Recorded data =
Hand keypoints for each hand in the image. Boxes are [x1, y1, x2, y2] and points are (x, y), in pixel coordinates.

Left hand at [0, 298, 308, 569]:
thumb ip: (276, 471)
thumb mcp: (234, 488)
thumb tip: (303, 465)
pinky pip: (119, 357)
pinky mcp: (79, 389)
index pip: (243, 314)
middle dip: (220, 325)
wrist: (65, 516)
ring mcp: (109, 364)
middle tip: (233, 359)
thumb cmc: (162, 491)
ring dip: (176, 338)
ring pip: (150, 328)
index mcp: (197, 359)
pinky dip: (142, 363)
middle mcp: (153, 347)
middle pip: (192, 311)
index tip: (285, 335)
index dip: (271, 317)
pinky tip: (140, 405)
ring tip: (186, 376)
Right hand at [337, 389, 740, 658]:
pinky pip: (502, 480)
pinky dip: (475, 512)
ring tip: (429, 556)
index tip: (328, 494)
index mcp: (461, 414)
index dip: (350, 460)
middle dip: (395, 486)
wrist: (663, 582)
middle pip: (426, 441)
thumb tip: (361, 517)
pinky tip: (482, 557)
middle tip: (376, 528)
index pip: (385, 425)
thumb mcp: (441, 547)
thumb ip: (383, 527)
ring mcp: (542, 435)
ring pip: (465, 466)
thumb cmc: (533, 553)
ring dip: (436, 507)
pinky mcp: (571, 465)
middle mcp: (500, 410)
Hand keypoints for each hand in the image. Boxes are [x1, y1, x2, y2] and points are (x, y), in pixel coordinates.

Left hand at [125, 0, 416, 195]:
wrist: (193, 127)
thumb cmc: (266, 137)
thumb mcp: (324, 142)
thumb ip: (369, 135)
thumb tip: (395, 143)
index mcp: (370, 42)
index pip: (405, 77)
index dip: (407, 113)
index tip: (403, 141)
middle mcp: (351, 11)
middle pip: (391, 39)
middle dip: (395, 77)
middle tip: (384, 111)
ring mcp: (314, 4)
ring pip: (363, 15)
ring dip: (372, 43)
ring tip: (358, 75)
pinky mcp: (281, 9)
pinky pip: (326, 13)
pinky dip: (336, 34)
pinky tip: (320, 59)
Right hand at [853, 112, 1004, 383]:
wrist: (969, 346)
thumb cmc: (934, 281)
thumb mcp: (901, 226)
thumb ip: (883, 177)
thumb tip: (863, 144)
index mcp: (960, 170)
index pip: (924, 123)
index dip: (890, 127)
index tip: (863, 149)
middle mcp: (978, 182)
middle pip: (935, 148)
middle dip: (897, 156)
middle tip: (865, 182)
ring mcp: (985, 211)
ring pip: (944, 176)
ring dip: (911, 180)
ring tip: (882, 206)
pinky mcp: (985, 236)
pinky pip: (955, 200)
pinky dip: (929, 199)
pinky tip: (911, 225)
---
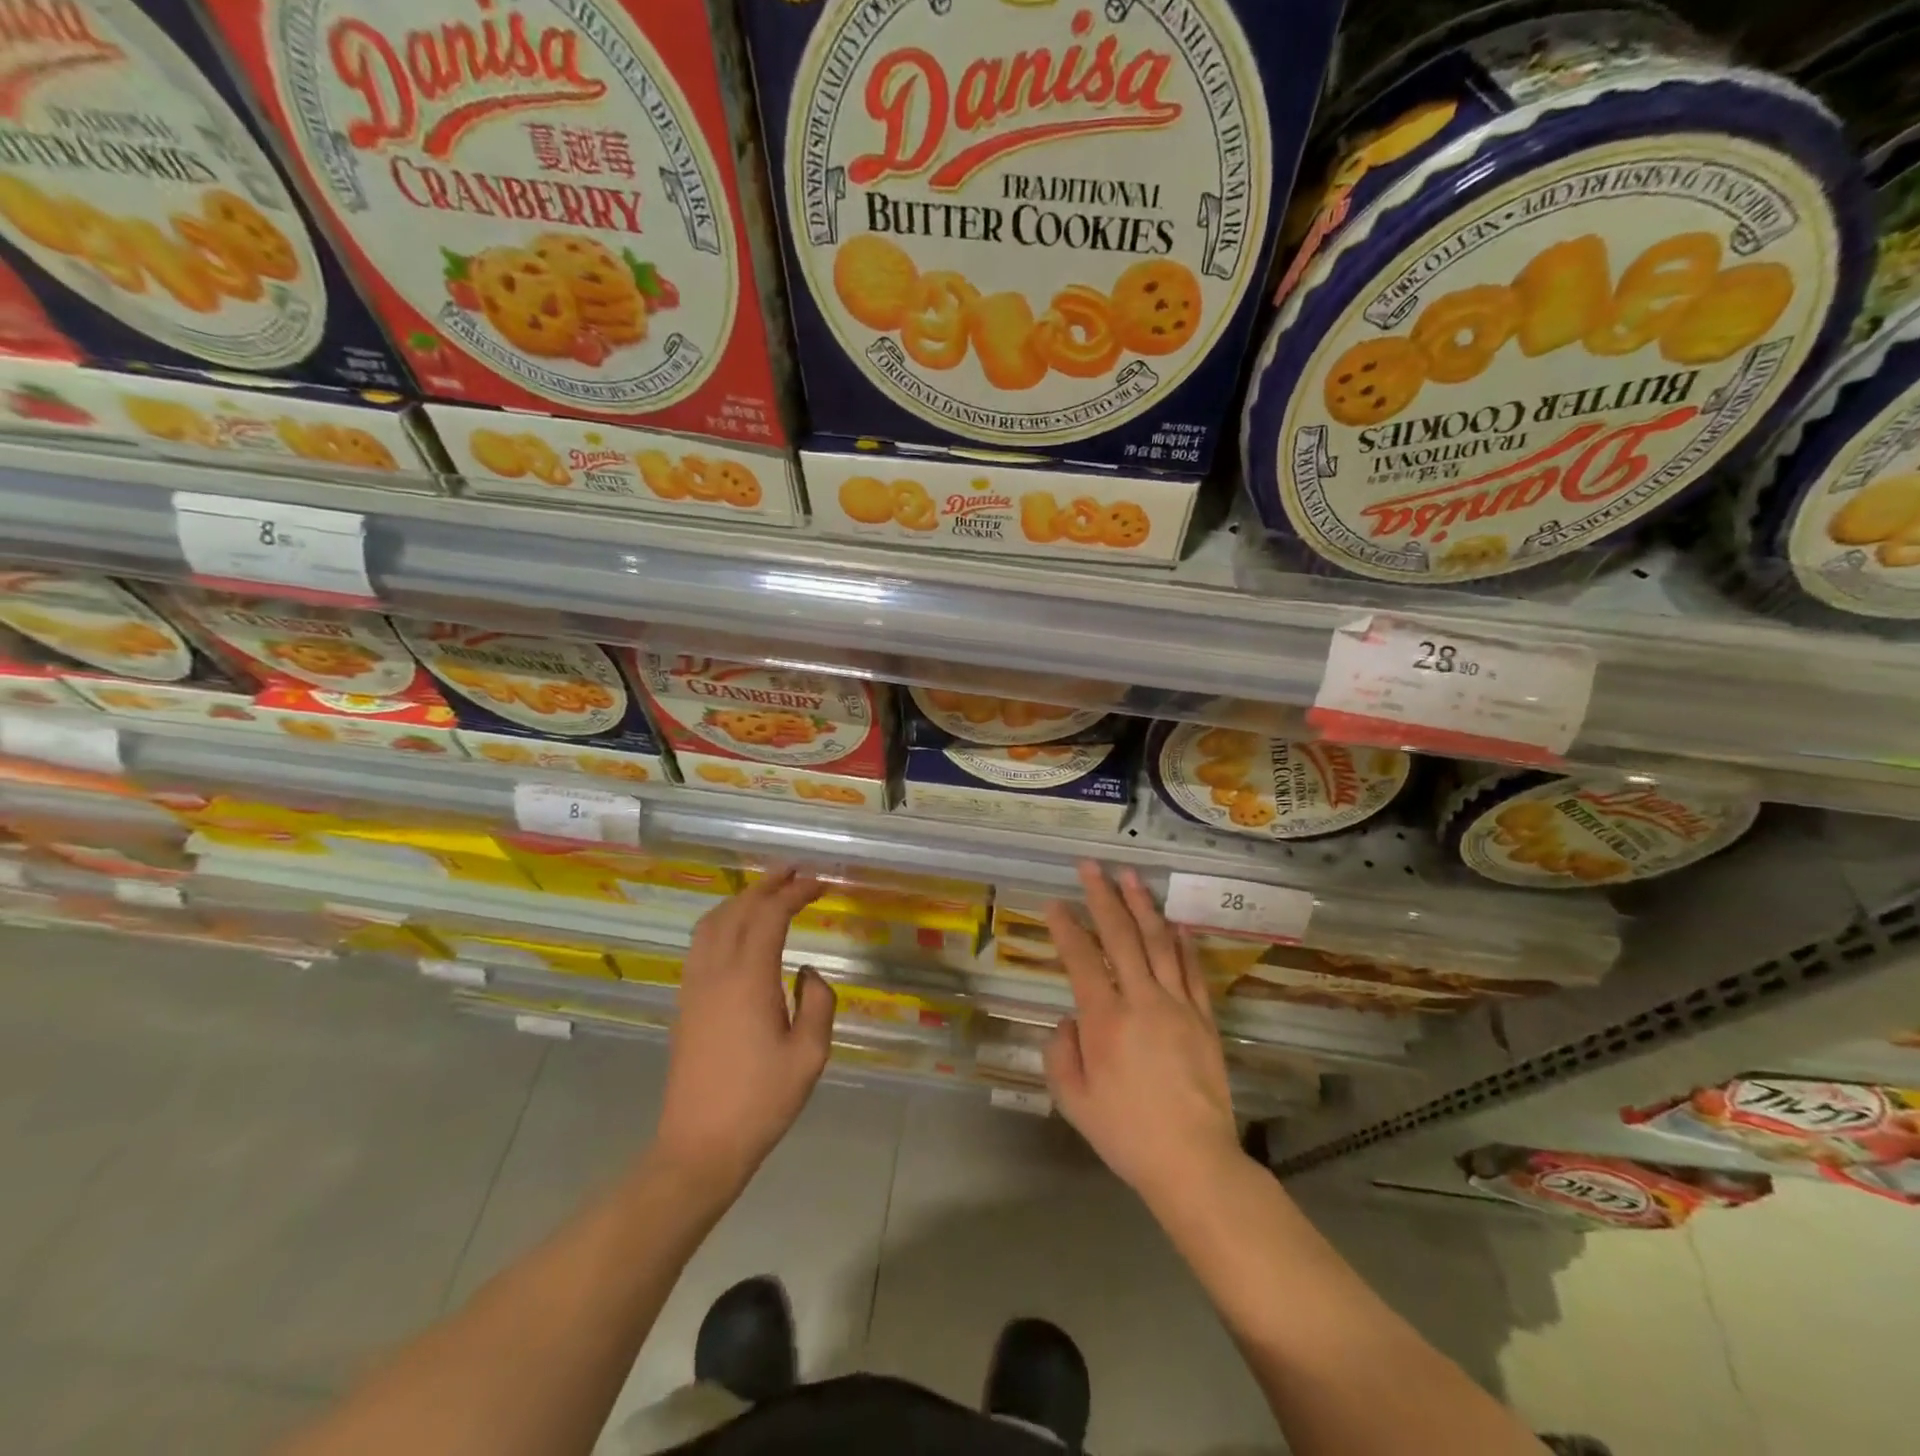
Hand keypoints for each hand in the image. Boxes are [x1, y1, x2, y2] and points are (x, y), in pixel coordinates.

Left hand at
* * *
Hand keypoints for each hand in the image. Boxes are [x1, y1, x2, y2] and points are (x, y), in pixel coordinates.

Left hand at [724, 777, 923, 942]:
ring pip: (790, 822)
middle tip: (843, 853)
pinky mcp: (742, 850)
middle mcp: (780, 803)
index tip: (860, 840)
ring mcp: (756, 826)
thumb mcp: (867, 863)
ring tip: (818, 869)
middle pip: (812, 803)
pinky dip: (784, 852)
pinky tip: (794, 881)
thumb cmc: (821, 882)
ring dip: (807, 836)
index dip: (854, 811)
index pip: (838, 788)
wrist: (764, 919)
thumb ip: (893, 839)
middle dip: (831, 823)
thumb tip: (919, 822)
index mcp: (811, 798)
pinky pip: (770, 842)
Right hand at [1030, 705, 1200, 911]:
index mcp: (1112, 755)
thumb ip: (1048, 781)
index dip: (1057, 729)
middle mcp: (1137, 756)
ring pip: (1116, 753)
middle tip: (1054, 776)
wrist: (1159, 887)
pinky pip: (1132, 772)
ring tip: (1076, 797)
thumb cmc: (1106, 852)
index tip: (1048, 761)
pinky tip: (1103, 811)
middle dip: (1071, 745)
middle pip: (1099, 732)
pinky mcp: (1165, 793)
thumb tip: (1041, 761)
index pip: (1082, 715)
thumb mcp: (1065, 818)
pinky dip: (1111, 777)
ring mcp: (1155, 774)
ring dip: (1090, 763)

Work to be completed = Would you retype the lines above from the one with "ring mcp: (756, 826)" down to the one with "ring dip: (1090, 763)", word for word, both ends included and no other lines?

Answer to the exercise =
ring mcp: (756, 826)
thumb mcp: (867, 863)
ring tip: (818, 869)
middle pip: (812, 803)
pinky dip: (784, 852)
pinky tip: (794, 881)
thumb cmc: (821, 882)
ring dip: (807, 836)
index dip: (854, 811)
index pip: (838, 788)
wrist: (764, 919)
thumb ip: (893, 839)
middle dip: (831, 823)
thumb tip: (919, 822)
index mcp: (811, 798)
pinky pip: (770, 842)
Right hand at [1030, 705, 1200, 911]:
index mcp: (1112, 755)
thumb ip: (1048, 781)
index dip: (1057, 729)
middle mcp: (1137, 756)
ring pip: (1116, 753)
middle tip: (1054, 776)
wrist: (1159, 887)
pinky pip: (1132, 772)
ring tip: (1076, 797)
thumb cmc: (1106, 852)
index tip: (1048, 761)
pinky tip: (1103, 811)
middle dip: (1071, 745)
middle pip: (1099, 732)
pinky mcp: (1165, 793)
thumb tip: (1041, 761)
index pip: (1082, 715)
thumb mcp: (1065, 818)
pinky dip: (1111, 777)
ring mcp: (1155, 774)
ring dip: (1090, 763)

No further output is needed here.